Why you should delay taking benefits
Here are some reasons you should consider waiting longer to claim Social Security benefits:
You expect to live longer
If you are in good health and believe you will live longer, you can delay taking benefits until later. Also, if you have a large amount set aside for your retirement from other sources like pension, you can choose to wait longer until 70 to start taking Social Security benefits.
You don’t want to outlive your money
If you claim benefits early, there is a risk that you could outlive your money. You could end up with reduced cash flows to meet your needs in retirement. If you think that your retirement benefits will not be enough to meet your living expenses in retirement, you can decide to continue working after retirement, and delay taking benefits until a later time.

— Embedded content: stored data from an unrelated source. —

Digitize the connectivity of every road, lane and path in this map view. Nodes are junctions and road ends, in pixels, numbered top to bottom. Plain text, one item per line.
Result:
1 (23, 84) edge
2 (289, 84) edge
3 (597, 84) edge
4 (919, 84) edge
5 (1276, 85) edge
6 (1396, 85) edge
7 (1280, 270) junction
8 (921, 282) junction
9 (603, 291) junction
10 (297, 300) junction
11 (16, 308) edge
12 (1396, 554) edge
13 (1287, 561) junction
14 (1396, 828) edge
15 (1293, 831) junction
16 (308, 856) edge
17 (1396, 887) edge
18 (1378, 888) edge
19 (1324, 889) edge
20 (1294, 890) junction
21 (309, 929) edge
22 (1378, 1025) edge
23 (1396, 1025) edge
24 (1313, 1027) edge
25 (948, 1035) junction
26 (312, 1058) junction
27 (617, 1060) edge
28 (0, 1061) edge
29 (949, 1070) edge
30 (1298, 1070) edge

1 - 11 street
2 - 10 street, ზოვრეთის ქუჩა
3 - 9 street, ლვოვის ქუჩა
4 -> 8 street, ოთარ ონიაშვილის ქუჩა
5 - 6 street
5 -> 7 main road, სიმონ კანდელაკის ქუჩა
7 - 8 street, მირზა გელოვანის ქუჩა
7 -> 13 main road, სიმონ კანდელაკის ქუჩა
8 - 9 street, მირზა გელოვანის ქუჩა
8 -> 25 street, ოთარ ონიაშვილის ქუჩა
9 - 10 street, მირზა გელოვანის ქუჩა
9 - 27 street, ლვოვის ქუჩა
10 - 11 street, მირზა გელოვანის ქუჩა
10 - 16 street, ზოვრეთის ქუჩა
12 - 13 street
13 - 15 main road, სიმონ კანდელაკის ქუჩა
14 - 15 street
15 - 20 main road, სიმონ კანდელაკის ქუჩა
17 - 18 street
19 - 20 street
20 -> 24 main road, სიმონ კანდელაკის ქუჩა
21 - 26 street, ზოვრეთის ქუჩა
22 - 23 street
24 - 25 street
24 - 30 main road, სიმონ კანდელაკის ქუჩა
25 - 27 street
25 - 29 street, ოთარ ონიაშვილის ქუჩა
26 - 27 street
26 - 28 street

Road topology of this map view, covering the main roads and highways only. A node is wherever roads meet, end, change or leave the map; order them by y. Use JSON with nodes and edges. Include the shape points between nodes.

You want to maximize your benefits
Your benefits will increase for each year you delay taking benefits after reaching the full retirement age by up to 8% each year. If your other retirement and investment product do not yield such as return, you are better off drawing from these accounts while letting your Social Security benefits continue growing. Once you reach age 70, you will receive up to 32% more benefits than if you claimed benefits at full retirement age. This means you will have more money to meet your needs as you age.